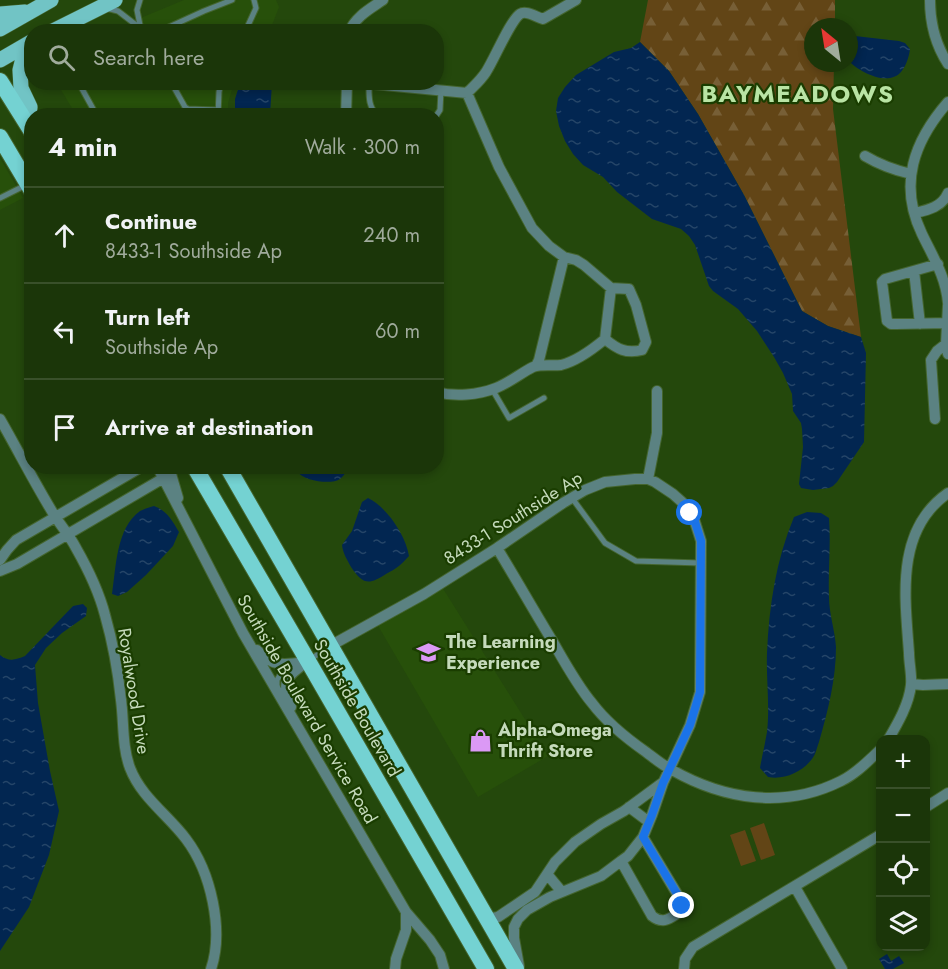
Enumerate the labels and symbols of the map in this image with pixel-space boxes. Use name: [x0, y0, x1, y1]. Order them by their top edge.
north arrow: [804, 18, 858, 72]
district label: BAYMEADOWS: [701, 76, 895, 111]
street label: 8433-1 Southside Ap: [439, 465, 587, 571]
route start: [676, 499, 702, 525]
street label: Southside Boulevard Service Road: [230, 589, 384, 829]
street label: Royalwood Drive: [111, 626, 157, 756]
place label: The Learning Experience: [446, 629, 556, 676]
street label: Southside Boulevard: [307, 634, 407, 782]
school or university icon: The Learning Experience: [415, 639, 441, 665]
place label: Alpha-Omega Thrift Store: [497, 717, 612, 764]
shop icon: Alpha-Omega Thrift Store: [467, 727, 493, 753]
route end: [668, 892, 694, 918]

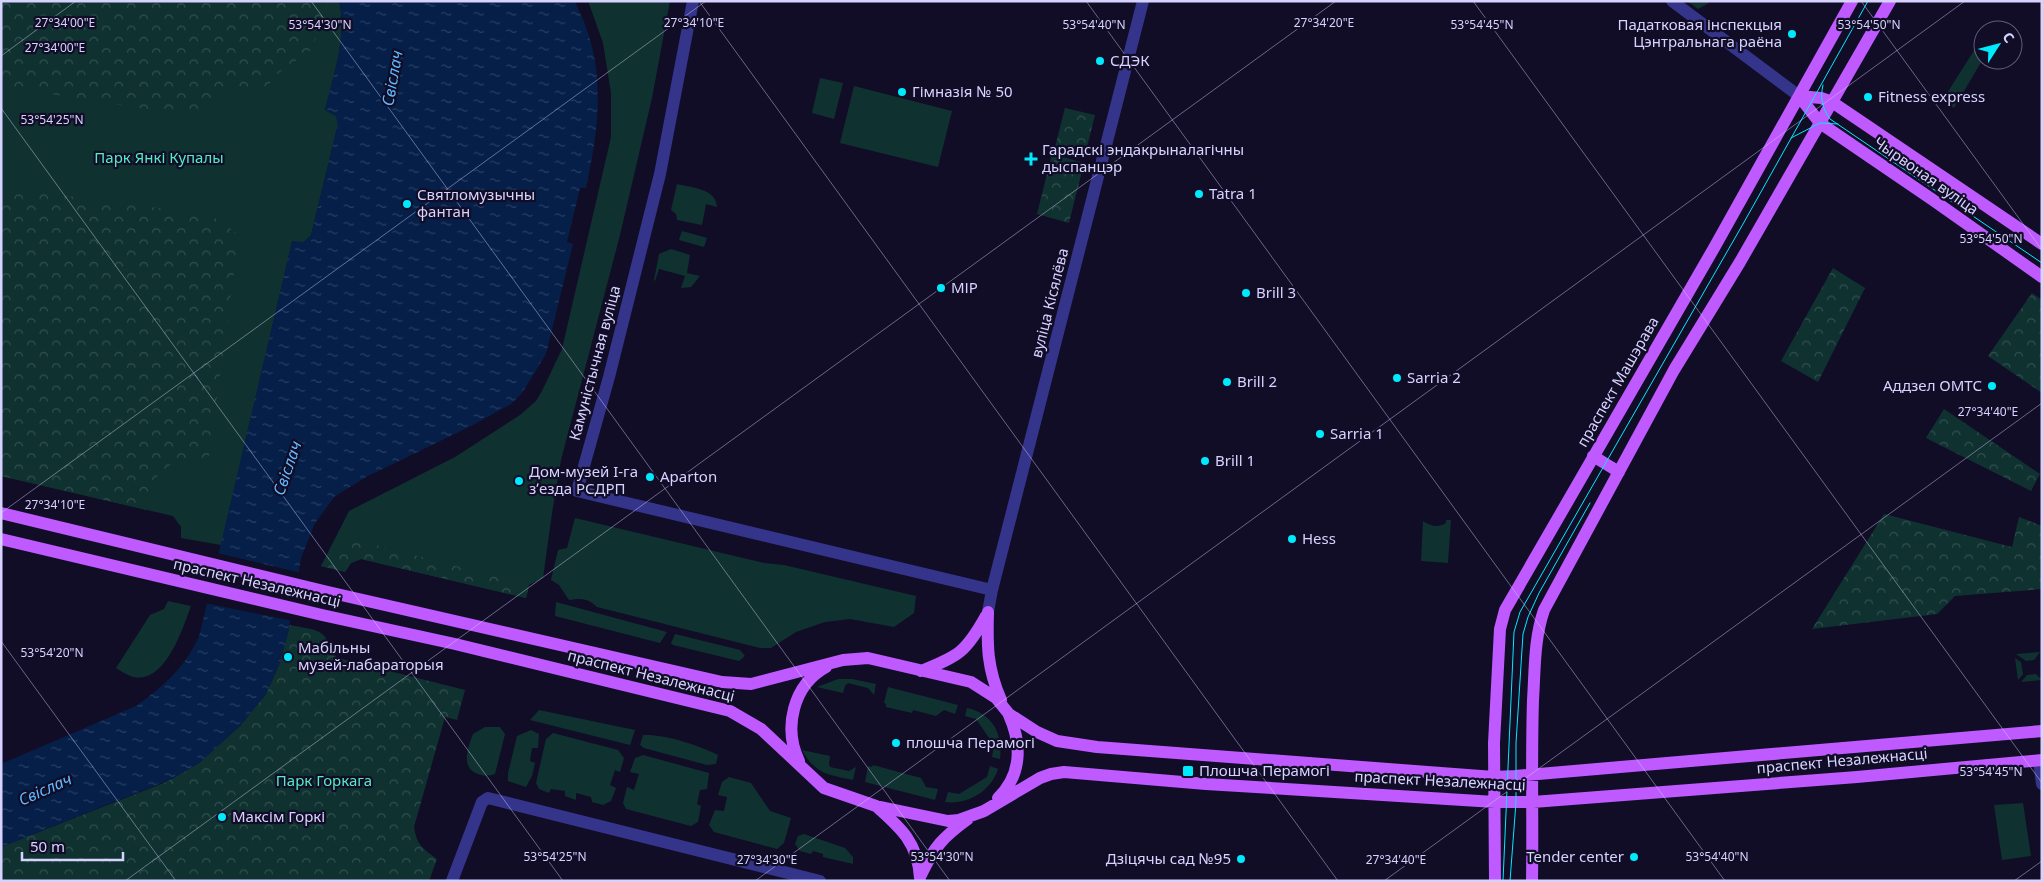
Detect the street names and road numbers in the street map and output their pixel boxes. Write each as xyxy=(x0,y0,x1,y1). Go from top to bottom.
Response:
street label: Чырвоная вуліца xyxy=(1870,132,1983,219)
street label: вуліца Кісялёва xyxy=(1026,246,1072,360)
street label: Камуністычная вуліца xyxy=(564,283,624,443)
street label: праспект Машэрава xyxy=(1572,313,1663,450)
street label: праспект Незалежнасці xyxy=(171,553,343,611)
street label: праспект Незалежнасці xyxy=(566,645,737,705)
street label: праспект Незалежнасці xyxy=(1756,743,1928,777)
street label: праспект Незалежнасці xyxy=(1354,766,1526,794)

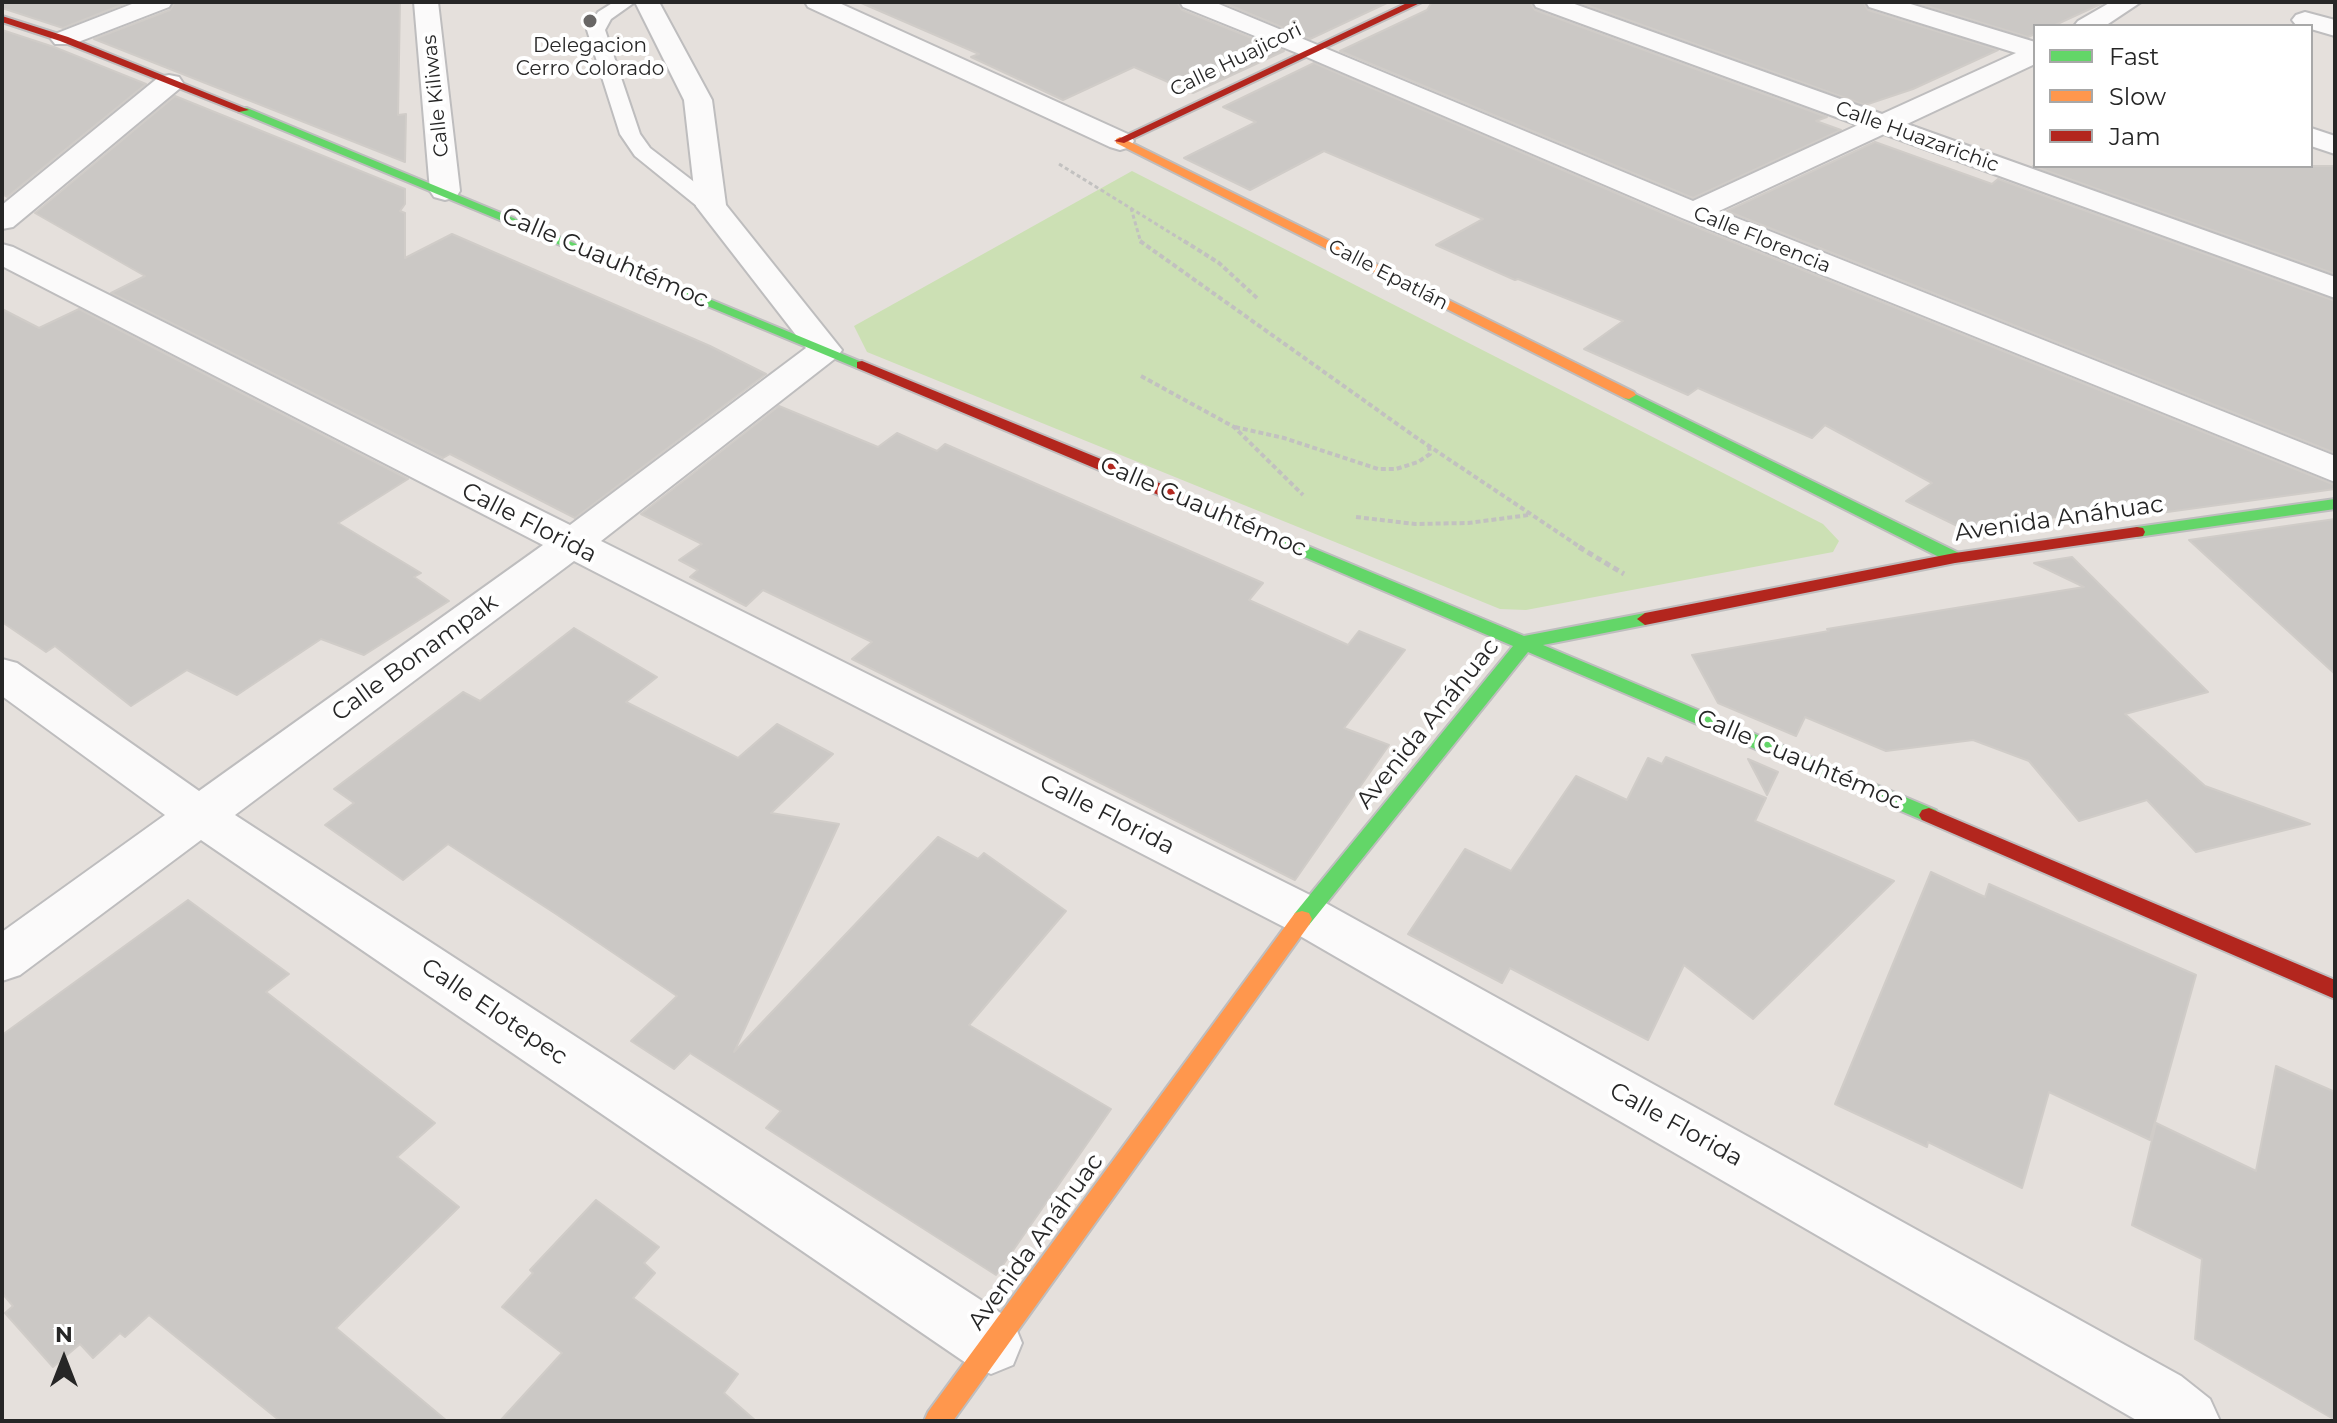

# # #

Problem:
Give the records a second time exactly, keeping the images out.

Reply to the task:
Enumerate the labels and symbols of the map in this image with pixel-space boxes. Use name: [x0, y0, x1, y1]. Order them by their top edge.
north arrow: [804, 18, 858, 72]
district label: BAYMEADOWS: [701, 76, 895, 111]
street label: 8433-1 Southside Ap: [439, 465, 587, 571]
route start: [676, 499, 702, 525]
street label: Southside Boulevard Service Road: [230, 589, 384, 829]
street label: Royalwood Drive: [111, 626, 157, 756]
place label: The Learning Experience: [446, 629, 556, 676]
street label: Southside Boulevard: [307, 634, 407, 782]
school or university icon: The Learning Experience: [415, 639, 441, 665]
place label: Alpha-Omega Thrift Store: [497, 717, 612, 764]
shop icon: Alpha-Omega Thrift Store: [467, 727, 493, 753]
route end: [668, 892, 694, 918]

Detect the street names and road numbers in the street map and output their pixel boxes. Write each as xyxy=(x0,y0,x1,y1). Go from top to bottom.
Response:
street label: Чырвоная вуліца xyxy=(1870,132,1983,219)
street label: вуліца Кісялёва xyxy=(1026,246,1072,360)
street label: Камуністычная вуліца xyxy=(564,283,624,443)
street label: праспект Машэрава xyxy=(1572,313,1663,450)
street label: праспект Незалежнасці xyxy=(171,553,343,611)
street label: праспект Незалежнасці xyxy=(566,645,737,705)
street label: праспект Незалежнасці xyxy=(1756,743,1928,777)
street label: праспект Незалежнасці xyxy=(1354,766,1526,794)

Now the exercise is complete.